Just over $500 million worth of BITO stock was transferred to the NYSE on Thursday, 75% from the all-time high of $2 billion set on January 11, according to data tracked by cryptocurrency exchange Coinbase. Diminished. BITO witnessed net outflows of over $270 million during the same period. According to data source ETF.com.
Meanwhile, 11 spot ETFs recorded cumulative trading volume of $14 billion in the first week, which is more than all other ETFs launched in 2023, according to Coinbase. These funds have attracted more than $1.2 billion in investor capital in the week since their launch.
These spot ETFs invest in Bitcoin, allowing investors to gain exposure to cryptocurrencies while avoiding the hassle of storing Bitcoin, making them a better alternative than futures-based ETFs like BITO. It is considered a product. Because BITO invests in his CME BTC futures, expiring contracts must be rolled over to new contracts, incurring “roll costs” and weighing on the fund's performance in the long run.
Still, some people say the cash-generating structure of spot ETFs will likely keep futures-based ETFs relevant.
ETFs are created and redeemed in two ways: in-kind issuance and cash issuance.
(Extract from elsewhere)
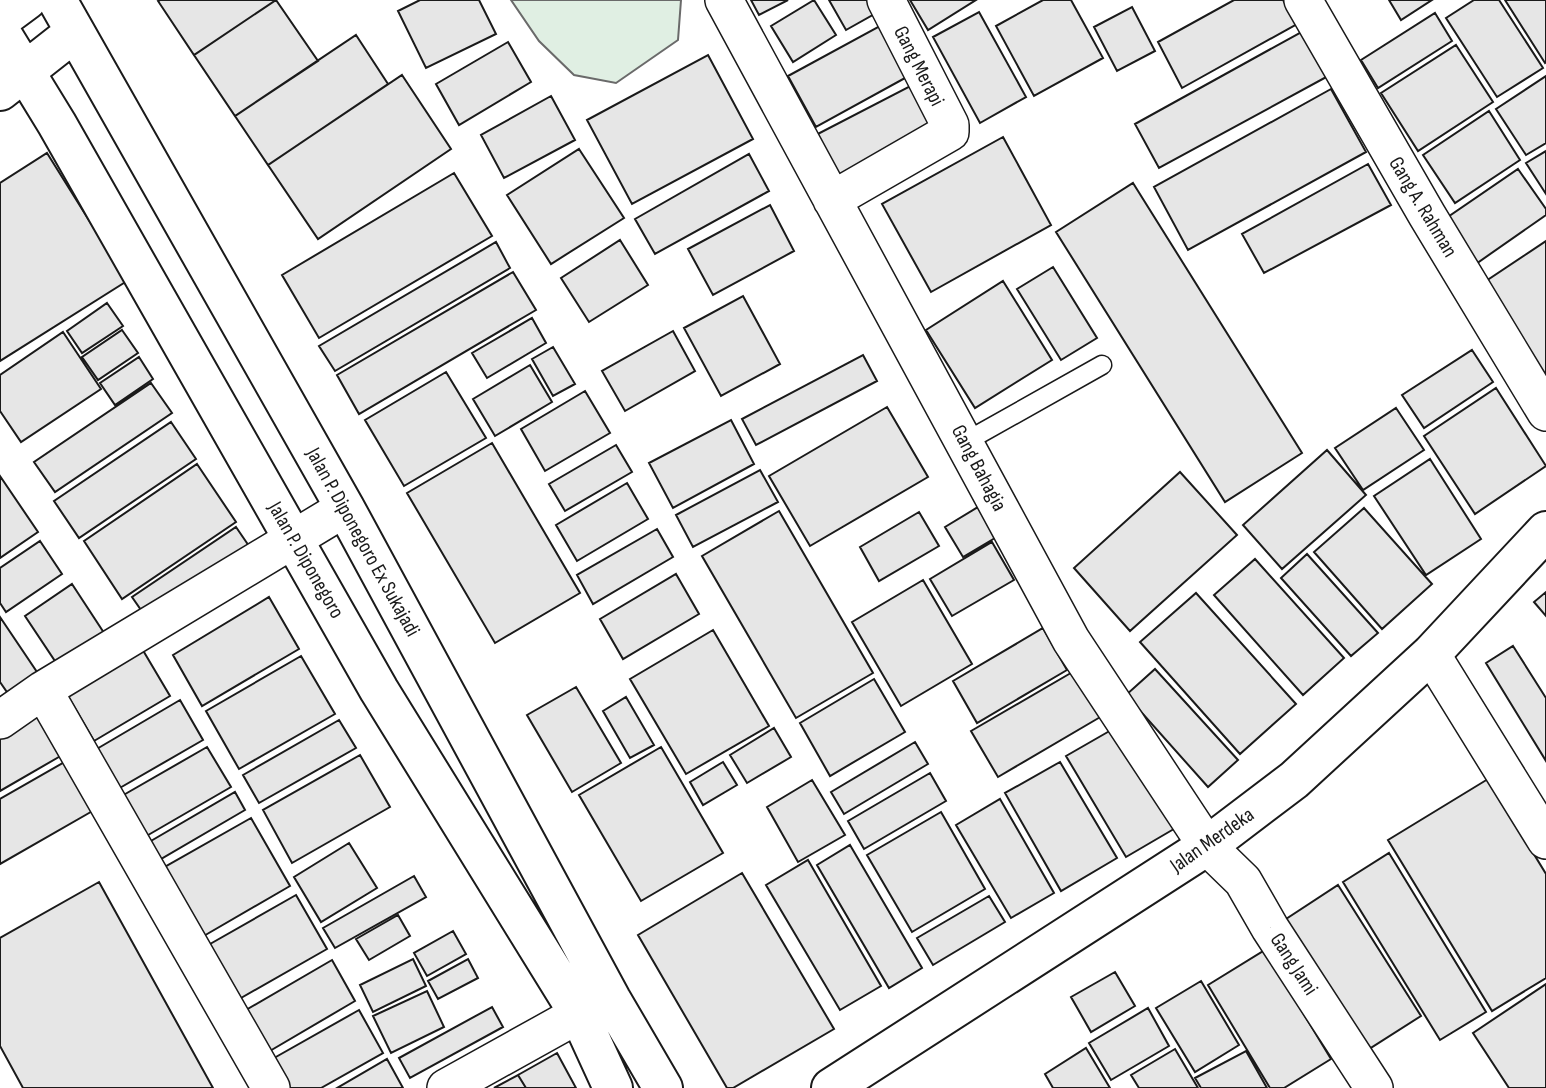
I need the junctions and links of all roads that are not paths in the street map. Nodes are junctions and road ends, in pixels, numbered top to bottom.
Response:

In the former, when an ETF issuer wants to create new shares, an authorized participant (AP) buys the underlying securities that make up her ETF and delivers it to the issuer in exchange for a block of ETF shares. ETF shares can be sold publicly. market. If the ETF wants to redeem shares, this process works in reverse.
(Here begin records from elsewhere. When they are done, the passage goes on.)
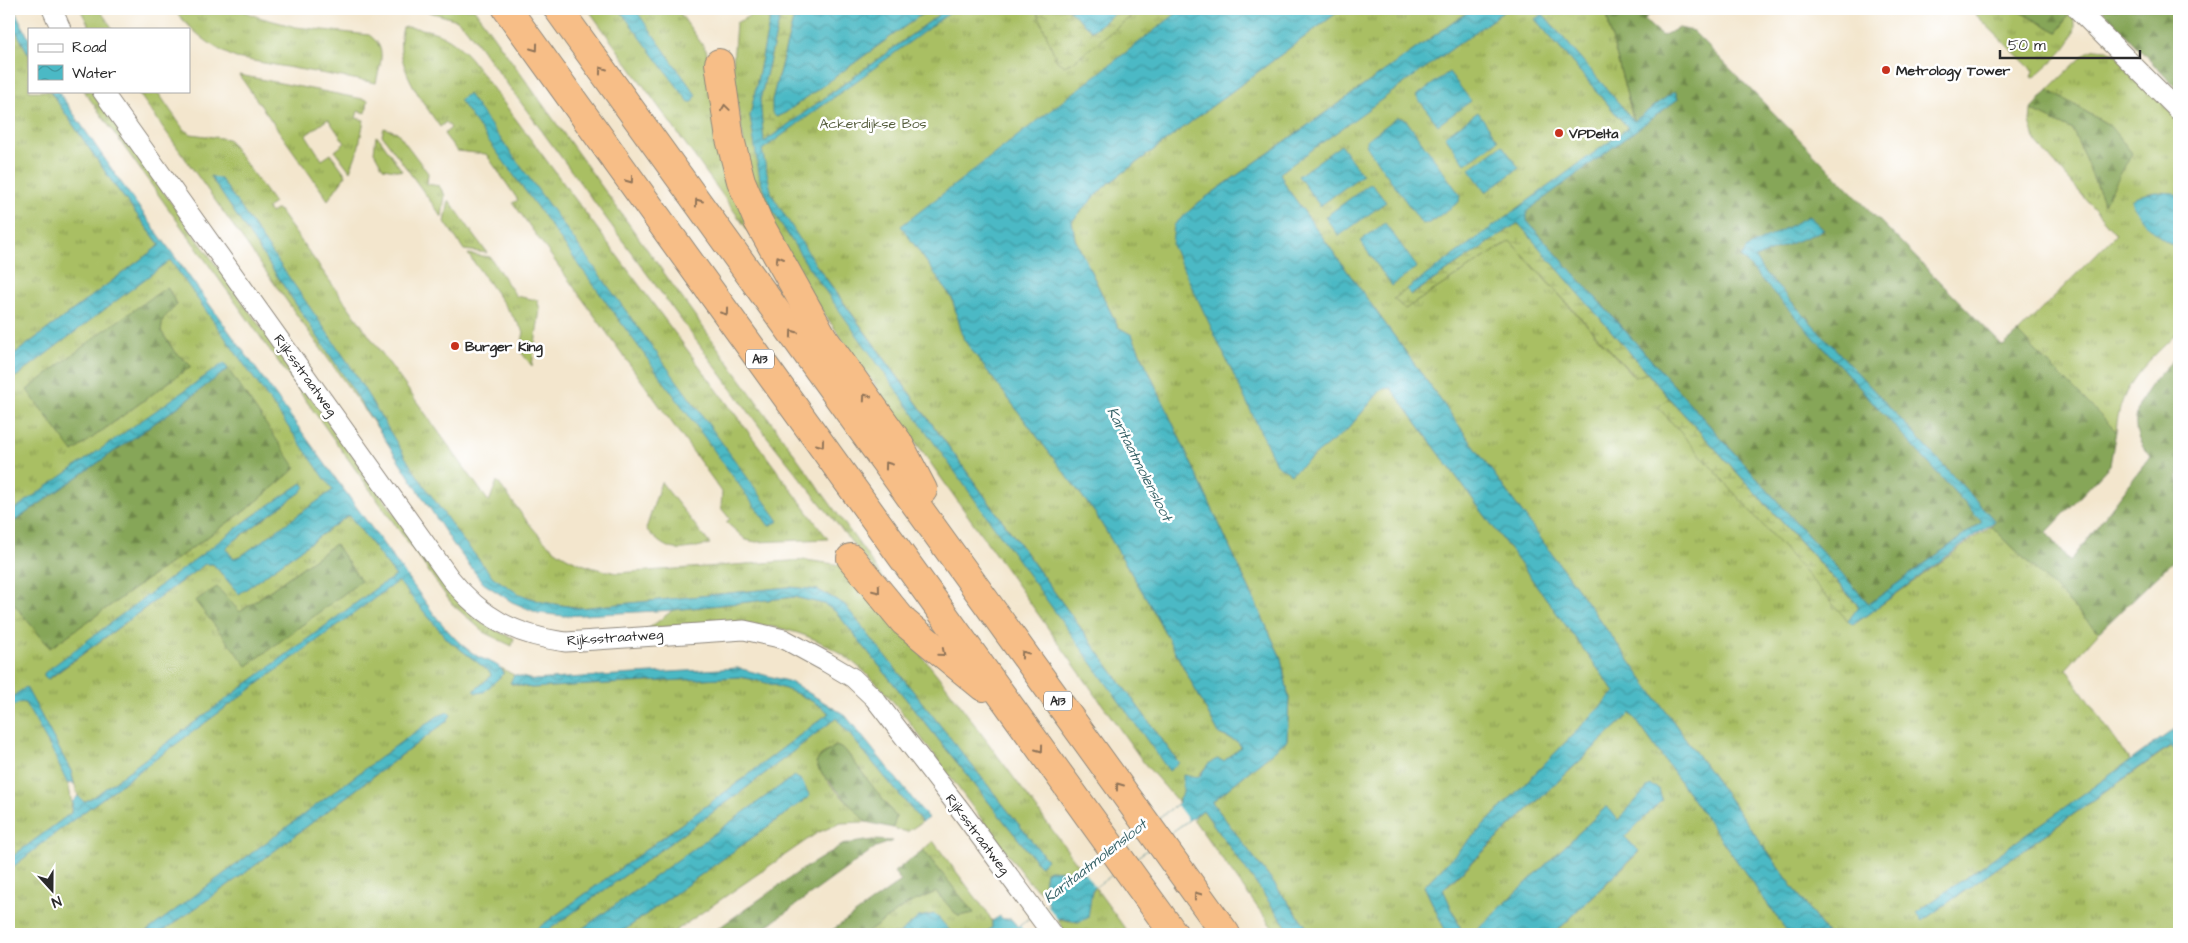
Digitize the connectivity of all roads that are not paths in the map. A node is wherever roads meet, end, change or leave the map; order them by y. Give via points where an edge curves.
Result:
1 (52, 9) edge
2 (507, 9) edge
3 (558, 9) edge
4 (2077, 9) edge
5 (61, 28) edge
6 (719, 64) dead end
7 (103, 92) edge
8 (2179, 111) edge
9 (851, 558) dead end
10 (967, 576) junction
11 (1012, 710) junction
12 (1045, 925) edge
13 (1174, 934) edge
14 (1226, 934) edge

1 - 5 street
2 -> 11 highway, A13
10 -> 3 highway, A13
4 - 8 street
10 -> 6 highway, A13 via 898,442 824,339 758,221 741,181 730,139
7 - 12 street, Rijksstraatweg via 450,578 471,602 505,625 551,640 566,642 744,630 784,639 826,662 853,678 874,698
9 -> 11 highway, A13 via 904,622
14 -> 10 highway, A13
11 -> 13 highway, A13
The process for the cash generation structure is the same, except that the AP provides cash to the issuer, and the issuer purchases the actual assets.
As such, APs (financial institutions and market-making companies) are exposed to the risk that Bitcoin prices will fluctuate between the time they receive a buy order and the time the issuer purchases the asset to create new equity. I am. As such, some observers say AP is likely to do similar hedging with regulated products like BITO and CME futures.
“It is not uncommon for APs to return to regulated instruments such as BITO to hedge their positions (called deltas) as they may not have a CME futures account to do so. , is considered a good alternative when CME Bitcoin futures or even Bitcoin outrights are not viable,” Laurent Cousis, a crypto trading advisor and former ETF market maker at CEC Capital, told CoinDesk.
“The risk of being exposed or unhedged is very high, so BITO will provide adequate cover, but it is not a perfect hedge due to slippage and the corresponding costs of purchasing BITO,” Kusis said. added. “However, many APs either don't have a choice (either because they can't buy Bitcoin or aren't allowed to touch it by their compliance department), or they don't have access to infrastructure, i.e. administrators or back-office systems. We don’t even have the infrastructure to coordinate the position.”
David Duong, head of institutional research at Coinbase, said in his weekly newsletter that despite the recent drop in BITO trading volume, BITO remains “an integral part of the Bitcoin ETF space.” .
“Some APs (i.e. broker-dealers) will continue to rely on regulated hedging instruments, such as long CME futures when creating shares and long BITO (short CME futures for redemptions). We think so,” Duong said, adding that some APs believe that is likely. He bought Bitcoin ahead of the spot ETF launch and sold BITO “to hedge intraday buying and selling of potential clients.”